At dawn on Wednesday, November 27, as soon as the ceasefire with Israel came into effect, tens of thousands of displaced Lebanese, their cars topped with mattresses and packed to the brim with children and bags of clothing, rushed into the traffic jams that had formed on the coastal highway heading south. Late into the night, the stream of vehicles showed no sign of stopping. On their weary faces, the relief of finally returning home was mixed with the fear of finding them destroyed or looted after two months of war – or even 13 months, for those from border villages.
Some had hung yellow Hezbollah flags from their cars and plastered photos of its leader, Hassan Nasrallah, killed by Israel on September 27, to the windows. Shiite party activists handed them out along the road, along with chocolates. The end of the fighting and the return of 1.2 million displaced persons to southern Lebanon, in the Beqaa Valley and Beirut's southern suburbs, feels like a victory for the Party of God. It held its ground – that is the main thing – even if the truce is still fragile and the Israeli army plans only a gradual withdrawal from the few kilometers of the border strip it controls.
"It's a victorious day, of course! Despite the destruction, the martyrs and the exile, our support for the resistance is unwavering," said Safaa Jaber, her voice firm but her eyes red from crying. The 27-year-old mother and her husband, Hamada, stopped off at the Kfar Tebnit traffic circle – now adorned with a rocket launcher and Hezbollah flags – before heading home. They paused outside the building, flattened by an Israeli strike, which used to be Hamada's grocery store. A portrait of Safaa's brother Wael, a Shiite party volunteer, was hung from the building. He died there on October 14 in an Israeli bombardment.
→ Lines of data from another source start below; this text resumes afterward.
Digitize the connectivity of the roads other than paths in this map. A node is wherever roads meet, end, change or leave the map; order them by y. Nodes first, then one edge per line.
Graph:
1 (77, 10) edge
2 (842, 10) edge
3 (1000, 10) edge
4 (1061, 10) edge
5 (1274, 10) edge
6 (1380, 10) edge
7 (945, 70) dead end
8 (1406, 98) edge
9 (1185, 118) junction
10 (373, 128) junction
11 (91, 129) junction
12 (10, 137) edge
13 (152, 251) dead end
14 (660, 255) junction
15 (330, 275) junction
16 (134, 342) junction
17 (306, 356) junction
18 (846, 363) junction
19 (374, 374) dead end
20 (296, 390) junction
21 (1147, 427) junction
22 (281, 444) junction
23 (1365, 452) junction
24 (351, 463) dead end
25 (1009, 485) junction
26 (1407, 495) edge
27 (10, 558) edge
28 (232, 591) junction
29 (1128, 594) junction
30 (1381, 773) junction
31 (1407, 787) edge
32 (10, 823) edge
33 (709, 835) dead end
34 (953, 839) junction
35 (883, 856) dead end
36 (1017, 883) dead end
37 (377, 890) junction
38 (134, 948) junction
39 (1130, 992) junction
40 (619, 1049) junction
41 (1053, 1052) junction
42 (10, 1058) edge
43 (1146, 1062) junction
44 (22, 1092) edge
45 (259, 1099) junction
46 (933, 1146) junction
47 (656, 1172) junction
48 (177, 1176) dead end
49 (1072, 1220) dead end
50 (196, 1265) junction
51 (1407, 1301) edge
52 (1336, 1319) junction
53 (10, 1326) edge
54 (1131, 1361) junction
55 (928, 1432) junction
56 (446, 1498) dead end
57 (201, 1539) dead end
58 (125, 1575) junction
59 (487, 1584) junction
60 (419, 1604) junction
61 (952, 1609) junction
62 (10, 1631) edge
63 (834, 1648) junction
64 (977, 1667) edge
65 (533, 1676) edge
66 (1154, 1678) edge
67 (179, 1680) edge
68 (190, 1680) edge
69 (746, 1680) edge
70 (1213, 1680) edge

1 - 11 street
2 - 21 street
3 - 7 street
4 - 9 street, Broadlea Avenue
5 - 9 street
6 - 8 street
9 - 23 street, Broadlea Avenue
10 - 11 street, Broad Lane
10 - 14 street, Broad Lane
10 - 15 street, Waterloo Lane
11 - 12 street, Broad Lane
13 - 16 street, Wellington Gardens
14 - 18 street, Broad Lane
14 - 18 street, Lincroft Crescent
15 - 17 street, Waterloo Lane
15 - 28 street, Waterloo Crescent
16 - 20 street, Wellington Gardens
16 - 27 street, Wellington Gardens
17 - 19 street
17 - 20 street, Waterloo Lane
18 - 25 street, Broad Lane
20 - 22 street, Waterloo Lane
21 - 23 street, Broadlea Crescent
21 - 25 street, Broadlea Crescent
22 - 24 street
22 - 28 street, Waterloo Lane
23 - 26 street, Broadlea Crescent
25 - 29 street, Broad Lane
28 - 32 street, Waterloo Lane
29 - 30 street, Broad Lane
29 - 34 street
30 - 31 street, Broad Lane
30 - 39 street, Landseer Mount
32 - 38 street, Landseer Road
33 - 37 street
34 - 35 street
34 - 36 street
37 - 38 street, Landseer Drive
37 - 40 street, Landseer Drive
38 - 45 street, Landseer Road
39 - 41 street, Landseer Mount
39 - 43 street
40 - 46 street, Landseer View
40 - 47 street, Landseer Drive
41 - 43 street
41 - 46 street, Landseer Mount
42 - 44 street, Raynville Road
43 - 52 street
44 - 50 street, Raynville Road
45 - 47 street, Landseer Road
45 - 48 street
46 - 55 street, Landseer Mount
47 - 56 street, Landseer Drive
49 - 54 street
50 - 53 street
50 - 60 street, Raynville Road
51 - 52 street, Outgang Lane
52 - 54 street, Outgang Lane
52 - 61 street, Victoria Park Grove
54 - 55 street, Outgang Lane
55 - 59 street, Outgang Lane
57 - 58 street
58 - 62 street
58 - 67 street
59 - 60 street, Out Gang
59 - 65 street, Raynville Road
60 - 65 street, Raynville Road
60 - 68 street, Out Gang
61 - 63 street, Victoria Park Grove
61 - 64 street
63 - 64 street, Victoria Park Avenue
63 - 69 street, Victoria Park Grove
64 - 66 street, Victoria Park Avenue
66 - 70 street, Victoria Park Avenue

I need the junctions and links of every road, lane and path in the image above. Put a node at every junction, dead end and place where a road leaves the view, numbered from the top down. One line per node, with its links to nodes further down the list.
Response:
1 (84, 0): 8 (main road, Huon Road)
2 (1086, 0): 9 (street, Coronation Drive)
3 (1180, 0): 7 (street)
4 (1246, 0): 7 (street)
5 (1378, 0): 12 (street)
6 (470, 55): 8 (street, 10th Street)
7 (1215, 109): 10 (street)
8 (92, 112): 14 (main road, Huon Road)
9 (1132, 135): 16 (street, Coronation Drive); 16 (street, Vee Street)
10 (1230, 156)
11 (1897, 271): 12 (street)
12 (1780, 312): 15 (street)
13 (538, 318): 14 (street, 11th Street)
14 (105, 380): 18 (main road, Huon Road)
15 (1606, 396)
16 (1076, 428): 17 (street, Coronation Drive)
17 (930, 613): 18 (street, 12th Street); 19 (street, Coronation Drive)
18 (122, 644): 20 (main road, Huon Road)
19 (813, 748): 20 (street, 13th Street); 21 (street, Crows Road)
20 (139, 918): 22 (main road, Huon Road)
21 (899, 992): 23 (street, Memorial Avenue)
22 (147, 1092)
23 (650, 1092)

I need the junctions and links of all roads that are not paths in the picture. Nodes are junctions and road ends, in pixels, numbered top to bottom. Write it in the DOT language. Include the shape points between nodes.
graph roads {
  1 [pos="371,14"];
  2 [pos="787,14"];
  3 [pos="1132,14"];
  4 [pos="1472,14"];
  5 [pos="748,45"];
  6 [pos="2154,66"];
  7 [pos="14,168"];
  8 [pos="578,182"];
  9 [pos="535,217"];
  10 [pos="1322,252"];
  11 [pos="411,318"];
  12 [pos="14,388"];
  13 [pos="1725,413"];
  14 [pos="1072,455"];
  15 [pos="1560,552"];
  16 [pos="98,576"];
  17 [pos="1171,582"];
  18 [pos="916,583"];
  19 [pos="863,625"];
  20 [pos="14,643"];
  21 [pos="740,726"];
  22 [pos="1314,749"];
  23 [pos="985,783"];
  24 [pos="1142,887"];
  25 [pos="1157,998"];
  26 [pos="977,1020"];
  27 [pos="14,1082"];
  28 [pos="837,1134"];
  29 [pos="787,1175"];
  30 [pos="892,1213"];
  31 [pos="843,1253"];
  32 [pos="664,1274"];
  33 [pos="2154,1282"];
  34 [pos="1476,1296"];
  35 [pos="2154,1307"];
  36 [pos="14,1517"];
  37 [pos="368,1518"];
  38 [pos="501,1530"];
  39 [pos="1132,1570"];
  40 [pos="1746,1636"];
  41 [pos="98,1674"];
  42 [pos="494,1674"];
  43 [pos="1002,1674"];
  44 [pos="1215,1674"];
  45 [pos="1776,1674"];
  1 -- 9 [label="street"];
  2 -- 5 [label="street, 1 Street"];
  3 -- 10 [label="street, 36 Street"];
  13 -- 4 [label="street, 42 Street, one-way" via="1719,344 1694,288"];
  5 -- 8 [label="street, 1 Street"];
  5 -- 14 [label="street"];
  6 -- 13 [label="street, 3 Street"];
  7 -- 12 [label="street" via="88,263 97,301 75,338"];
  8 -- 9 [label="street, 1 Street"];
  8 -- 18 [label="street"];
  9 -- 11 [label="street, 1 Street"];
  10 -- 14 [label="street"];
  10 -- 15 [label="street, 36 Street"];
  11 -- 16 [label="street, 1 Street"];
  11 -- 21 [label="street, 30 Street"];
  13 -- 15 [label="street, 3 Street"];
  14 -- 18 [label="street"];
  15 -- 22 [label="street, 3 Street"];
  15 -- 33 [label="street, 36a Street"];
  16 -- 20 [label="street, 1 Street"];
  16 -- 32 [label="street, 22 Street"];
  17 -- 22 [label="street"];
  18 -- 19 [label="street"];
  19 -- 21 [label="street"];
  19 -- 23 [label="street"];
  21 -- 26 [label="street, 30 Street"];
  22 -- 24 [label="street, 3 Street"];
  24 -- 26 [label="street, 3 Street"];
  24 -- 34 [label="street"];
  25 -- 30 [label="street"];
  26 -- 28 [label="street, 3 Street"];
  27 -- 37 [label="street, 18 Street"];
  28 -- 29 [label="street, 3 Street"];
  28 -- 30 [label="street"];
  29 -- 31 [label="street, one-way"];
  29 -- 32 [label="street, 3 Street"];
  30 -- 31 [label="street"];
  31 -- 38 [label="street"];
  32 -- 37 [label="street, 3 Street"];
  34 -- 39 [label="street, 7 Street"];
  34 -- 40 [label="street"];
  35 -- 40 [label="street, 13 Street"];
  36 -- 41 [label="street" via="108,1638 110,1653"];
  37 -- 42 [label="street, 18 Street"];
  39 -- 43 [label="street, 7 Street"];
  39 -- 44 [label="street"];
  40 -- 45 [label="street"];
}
The "victory" has a bitter taste. In the village of Yohmor, 7 kilometers to the south, a drone buzzed in the sky. Israeli soldiers remain stationed in Deir Mimas, on the hill opposite, near the Beaufort Castle. Beneath the drizzle, the residents of this village of 4,000 people, battered by bombings during the war, were left stunned as they took in the extent of the destruction. A crater now lies where Djamal Chmeysani's two-story house once stood. A white tile caught the light amid the twisted metal and concrete. "That's my bathroom!" said the 39-year-old specialist educator laughing nervously, before walking away to burst into tears.